Directions: The required response is the number of lines in the entries that include the word "Bismarckstraße", with nothing added.
══ Input data
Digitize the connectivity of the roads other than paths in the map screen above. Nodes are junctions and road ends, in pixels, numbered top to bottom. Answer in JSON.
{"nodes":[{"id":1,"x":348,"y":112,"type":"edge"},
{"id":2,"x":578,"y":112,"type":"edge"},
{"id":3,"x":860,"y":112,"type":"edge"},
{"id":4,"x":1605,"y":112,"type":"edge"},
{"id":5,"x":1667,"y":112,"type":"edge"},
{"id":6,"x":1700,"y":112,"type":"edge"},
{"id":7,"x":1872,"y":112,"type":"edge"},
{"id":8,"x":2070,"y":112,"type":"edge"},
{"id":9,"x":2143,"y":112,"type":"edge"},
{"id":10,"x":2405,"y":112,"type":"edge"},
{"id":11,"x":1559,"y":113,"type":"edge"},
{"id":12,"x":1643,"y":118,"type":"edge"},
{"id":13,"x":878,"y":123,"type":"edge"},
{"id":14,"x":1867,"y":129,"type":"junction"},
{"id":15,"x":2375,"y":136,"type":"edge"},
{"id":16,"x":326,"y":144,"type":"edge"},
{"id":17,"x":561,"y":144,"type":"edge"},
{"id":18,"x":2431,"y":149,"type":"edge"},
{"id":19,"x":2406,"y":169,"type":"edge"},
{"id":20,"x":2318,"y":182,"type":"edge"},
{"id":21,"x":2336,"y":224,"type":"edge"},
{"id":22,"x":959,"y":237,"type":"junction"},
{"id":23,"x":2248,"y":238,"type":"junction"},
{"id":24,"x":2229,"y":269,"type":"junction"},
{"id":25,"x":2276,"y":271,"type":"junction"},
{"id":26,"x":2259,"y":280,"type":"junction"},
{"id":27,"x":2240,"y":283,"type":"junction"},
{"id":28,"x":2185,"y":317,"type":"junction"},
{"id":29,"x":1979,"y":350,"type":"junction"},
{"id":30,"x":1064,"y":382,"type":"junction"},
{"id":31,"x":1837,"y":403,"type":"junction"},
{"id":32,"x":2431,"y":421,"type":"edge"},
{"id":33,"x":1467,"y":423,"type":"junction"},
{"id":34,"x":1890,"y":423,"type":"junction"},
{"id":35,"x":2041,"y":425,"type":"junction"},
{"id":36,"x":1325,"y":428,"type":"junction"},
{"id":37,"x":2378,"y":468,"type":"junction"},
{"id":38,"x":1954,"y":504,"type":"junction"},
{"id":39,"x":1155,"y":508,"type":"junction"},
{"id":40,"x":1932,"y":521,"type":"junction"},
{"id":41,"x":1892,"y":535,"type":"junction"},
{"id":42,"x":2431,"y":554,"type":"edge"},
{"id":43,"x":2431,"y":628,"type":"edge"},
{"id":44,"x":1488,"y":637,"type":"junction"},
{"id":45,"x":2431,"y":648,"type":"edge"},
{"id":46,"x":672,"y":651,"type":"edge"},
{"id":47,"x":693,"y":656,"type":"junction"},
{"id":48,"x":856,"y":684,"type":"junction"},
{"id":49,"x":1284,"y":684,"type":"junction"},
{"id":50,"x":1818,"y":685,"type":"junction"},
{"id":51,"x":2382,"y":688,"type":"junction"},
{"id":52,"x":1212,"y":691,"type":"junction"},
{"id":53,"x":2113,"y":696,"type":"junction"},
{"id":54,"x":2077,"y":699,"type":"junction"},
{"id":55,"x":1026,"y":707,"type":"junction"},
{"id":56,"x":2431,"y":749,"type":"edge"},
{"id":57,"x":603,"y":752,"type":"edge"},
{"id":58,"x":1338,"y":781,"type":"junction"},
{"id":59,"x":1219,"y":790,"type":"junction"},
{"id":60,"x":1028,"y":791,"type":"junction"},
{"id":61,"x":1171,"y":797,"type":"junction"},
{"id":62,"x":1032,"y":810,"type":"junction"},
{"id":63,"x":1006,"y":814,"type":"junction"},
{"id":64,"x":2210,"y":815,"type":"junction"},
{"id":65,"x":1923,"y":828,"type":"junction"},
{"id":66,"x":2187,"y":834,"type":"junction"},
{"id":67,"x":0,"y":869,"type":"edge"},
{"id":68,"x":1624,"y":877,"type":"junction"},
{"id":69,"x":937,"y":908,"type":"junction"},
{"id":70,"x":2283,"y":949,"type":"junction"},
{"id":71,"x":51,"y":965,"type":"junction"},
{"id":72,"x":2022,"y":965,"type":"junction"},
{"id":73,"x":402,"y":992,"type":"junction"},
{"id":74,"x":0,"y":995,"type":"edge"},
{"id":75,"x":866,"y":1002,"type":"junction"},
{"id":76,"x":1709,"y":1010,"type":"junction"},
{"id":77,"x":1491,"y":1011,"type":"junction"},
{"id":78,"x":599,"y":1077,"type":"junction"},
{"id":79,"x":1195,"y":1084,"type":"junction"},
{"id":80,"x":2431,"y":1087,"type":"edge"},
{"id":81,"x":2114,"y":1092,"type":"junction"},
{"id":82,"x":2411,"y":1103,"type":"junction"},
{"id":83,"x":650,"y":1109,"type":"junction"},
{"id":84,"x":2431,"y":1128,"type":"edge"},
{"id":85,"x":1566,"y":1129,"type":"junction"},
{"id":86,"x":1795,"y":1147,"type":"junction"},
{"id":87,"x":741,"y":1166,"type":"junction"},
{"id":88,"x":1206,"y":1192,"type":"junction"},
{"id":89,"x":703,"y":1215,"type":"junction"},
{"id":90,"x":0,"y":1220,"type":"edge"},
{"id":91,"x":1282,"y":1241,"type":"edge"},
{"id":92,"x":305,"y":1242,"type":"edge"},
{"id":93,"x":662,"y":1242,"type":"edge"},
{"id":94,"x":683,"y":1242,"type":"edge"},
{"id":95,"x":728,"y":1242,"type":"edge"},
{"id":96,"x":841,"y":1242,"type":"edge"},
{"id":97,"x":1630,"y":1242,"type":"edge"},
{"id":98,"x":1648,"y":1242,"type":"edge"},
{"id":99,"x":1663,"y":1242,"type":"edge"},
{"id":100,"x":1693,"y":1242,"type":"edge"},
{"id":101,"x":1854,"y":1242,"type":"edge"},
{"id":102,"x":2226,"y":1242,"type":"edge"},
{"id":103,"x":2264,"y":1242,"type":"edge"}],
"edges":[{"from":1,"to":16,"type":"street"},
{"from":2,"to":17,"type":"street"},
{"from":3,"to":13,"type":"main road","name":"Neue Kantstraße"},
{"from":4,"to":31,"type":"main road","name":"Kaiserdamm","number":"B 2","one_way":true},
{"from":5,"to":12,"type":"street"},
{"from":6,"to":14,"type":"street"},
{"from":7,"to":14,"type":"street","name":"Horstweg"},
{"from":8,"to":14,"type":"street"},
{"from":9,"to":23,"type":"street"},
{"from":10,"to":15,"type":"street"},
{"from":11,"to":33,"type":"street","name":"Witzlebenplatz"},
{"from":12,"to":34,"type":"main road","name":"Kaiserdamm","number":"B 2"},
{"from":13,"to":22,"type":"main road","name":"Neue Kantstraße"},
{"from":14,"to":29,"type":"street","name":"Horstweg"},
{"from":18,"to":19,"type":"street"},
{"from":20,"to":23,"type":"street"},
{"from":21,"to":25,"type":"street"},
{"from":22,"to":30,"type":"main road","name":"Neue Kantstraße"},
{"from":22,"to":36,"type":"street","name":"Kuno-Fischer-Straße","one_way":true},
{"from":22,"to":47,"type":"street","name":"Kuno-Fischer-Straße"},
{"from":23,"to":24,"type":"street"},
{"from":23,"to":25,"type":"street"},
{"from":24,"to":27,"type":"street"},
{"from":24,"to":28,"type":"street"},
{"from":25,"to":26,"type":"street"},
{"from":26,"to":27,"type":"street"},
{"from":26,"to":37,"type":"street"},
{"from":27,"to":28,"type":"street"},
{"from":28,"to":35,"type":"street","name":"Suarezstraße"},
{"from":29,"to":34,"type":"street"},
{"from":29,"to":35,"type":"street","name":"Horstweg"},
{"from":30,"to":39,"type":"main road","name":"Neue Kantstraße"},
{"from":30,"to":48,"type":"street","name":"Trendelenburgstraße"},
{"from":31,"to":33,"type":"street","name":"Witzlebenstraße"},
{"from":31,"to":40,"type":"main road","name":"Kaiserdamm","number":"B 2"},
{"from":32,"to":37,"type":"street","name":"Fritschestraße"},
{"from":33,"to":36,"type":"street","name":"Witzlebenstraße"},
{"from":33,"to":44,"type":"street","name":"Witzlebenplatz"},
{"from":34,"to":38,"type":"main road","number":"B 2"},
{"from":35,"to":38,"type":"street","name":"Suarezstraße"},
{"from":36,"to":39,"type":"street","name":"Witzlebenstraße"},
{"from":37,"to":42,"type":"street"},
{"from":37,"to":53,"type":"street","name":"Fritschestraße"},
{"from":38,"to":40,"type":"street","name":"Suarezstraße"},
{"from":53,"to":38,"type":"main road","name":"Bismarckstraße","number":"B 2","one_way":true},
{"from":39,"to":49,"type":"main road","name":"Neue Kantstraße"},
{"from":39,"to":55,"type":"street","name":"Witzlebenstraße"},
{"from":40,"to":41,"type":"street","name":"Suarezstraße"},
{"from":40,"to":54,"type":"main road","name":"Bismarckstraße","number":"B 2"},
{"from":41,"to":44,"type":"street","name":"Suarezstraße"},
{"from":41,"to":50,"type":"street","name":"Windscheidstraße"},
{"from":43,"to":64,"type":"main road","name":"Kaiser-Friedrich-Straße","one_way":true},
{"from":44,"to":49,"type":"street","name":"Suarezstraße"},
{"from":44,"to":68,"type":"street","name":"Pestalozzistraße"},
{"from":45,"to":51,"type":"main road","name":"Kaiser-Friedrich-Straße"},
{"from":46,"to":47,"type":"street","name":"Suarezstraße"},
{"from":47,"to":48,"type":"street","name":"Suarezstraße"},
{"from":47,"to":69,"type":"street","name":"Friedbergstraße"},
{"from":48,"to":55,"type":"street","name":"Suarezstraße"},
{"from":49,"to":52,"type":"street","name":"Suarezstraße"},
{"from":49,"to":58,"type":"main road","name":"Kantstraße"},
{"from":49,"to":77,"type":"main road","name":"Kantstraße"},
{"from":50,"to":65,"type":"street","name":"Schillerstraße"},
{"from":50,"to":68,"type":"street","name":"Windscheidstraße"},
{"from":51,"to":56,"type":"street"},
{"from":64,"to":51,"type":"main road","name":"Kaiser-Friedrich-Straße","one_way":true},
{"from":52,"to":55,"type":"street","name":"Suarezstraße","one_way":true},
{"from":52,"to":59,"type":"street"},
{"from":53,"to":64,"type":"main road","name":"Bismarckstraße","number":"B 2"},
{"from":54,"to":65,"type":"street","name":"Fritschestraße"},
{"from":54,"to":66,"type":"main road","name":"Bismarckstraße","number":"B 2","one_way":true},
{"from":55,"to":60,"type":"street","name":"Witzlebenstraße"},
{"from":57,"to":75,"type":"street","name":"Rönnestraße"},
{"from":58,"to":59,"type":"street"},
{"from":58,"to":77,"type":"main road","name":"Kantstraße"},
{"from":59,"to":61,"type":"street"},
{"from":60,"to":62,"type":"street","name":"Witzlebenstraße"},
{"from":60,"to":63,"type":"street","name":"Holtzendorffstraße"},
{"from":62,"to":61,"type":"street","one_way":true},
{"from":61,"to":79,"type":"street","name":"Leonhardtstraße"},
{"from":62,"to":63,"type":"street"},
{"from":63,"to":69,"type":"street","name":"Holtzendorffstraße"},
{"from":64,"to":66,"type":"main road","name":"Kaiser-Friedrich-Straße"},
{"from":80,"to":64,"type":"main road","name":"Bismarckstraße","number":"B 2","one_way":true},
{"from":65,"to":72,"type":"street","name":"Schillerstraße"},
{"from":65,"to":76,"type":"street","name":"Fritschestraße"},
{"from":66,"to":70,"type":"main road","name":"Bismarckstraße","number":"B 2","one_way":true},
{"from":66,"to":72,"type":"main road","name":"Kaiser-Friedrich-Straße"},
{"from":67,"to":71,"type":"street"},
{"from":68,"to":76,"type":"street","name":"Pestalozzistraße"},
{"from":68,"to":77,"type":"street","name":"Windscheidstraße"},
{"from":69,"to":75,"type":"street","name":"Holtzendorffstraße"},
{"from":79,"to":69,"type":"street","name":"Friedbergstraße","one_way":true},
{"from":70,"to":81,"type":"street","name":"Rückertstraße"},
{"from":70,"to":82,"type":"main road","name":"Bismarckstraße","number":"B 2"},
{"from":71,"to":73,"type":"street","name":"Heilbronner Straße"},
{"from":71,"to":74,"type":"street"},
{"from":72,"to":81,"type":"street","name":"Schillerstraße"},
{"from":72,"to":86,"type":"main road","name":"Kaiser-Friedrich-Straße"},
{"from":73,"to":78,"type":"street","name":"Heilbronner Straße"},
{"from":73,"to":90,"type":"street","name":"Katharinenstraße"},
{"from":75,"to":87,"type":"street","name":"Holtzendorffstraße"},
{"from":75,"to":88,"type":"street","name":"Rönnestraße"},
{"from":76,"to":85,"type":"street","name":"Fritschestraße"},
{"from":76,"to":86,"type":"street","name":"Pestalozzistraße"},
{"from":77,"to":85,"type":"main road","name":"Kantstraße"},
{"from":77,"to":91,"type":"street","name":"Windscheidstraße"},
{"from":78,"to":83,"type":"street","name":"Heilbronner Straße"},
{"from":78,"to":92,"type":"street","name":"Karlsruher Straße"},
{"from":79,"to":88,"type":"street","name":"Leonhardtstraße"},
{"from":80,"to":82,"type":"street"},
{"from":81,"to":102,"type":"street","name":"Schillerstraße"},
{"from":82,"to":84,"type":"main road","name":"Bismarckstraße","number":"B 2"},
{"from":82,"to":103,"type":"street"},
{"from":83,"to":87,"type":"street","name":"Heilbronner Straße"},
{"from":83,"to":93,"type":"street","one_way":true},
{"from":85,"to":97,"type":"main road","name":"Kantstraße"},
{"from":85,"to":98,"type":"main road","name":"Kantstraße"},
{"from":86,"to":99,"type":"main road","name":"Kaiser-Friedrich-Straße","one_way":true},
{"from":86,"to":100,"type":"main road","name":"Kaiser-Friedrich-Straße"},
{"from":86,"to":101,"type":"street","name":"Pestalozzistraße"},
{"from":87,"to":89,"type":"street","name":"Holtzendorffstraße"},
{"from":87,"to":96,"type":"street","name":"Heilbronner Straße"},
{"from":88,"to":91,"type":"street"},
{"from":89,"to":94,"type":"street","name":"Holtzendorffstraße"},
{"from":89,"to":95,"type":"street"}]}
════
Exercise response: 8